Think about the way you use Google today versus how you used Google 15 years ago.  You used to go to Google for search.  Then Google created Gmail, which you used for email.   Google acquired YouTube and you went to Google to watch video clips.  Then YouTube launched YouTube TV and you went to Google for your entire cable television subscription.  In the meantime, Google offered you Docs and Sheets and all sorts of work-related tools. 

So  you can go an entire day without leaving the confines of Google, even having groceries delivered, and more.  Google essentially becomes your own little metaverse (maybe just shy of virtual reality, but that’s coming). 

The same goes for Facebook and Microsoft.  They are all trying to build a world that surrounds you, both practically and eventually virtually.  Today those worlds may be at your fingertips via a desktop or a keyboard on your phone, but tomorrow they will be through headsets and immersive experiences. 

These metaversal (yes, I made up that word) experiences are multistaged.  Stage 1 is purely entertaining, like games and fun little experiences.  Stage 1 is where we are now, and there are beginning to be transactional experiences embedded into everyday life.  These are things like paying for your Uber ride in the Uber app rather than going to a bank app and sending money to the driver via Venmo or Zelle or something else.  These are embedded financial experiences, and these are new to the last few years.  

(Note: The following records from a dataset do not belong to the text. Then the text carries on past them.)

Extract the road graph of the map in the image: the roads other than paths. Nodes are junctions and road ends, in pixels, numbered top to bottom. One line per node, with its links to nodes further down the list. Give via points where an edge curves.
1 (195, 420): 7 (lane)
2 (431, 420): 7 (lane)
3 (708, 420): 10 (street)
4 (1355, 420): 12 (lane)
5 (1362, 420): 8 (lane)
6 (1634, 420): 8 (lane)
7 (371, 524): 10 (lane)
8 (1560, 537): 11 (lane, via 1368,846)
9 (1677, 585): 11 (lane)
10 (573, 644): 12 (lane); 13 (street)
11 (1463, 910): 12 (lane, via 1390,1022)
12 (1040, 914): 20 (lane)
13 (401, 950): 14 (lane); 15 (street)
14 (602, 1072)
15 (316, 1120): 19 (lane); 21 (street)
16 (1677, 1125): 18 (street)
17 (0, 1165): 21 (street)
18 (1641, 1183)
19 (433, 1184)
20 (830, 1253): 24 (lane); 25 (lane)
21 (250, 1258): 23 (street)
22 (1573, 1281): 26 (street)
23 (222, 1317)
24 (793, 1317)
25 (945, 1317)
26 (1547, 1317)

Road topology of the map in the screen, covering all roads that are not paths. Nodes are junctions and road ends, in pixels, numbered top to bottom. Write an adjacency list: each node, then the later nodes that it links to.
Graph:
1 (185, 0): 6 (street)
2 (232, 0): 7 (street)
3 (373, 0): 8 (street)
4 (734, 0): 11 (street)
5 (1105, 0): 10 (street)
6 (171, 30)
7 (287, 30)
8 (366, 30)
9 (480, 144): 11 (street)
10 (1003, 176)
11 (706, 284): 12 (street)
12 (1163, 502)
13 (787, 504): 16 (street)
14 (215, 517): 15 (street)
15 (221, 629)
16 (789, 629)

Then on to stage 2. As the next wave of digital media matures, the lines will blur between transactions that are time- or monetary-based.    You may give your time to read an article and that article will be published on a site that rewards the writer with virtual currency tied to the popularity of their content (to some extent, this already exists on a few sites).  That virtual currency is traded for other items digitally, and eventually makes its way back to a tangible real-world transaction, and that is how digital media weaves ever more into our daily lives.

Maybe you will buy some virtual Nikes for your virtual avatar in Decentraland.  Maybe you will trade an NFT, cash out, and buy a car.  Maybe you’re using CBDC or USD Coin or Bitcoin or Ethereum as a day-trader.  Maybe your ID or license is in your digital wallet and maybe you access your health records and upload your health stats via your Oura ring into that same system. These two worlds are going to intersect more and more in the coming years, as digital media and the IRL world work their way towards one another.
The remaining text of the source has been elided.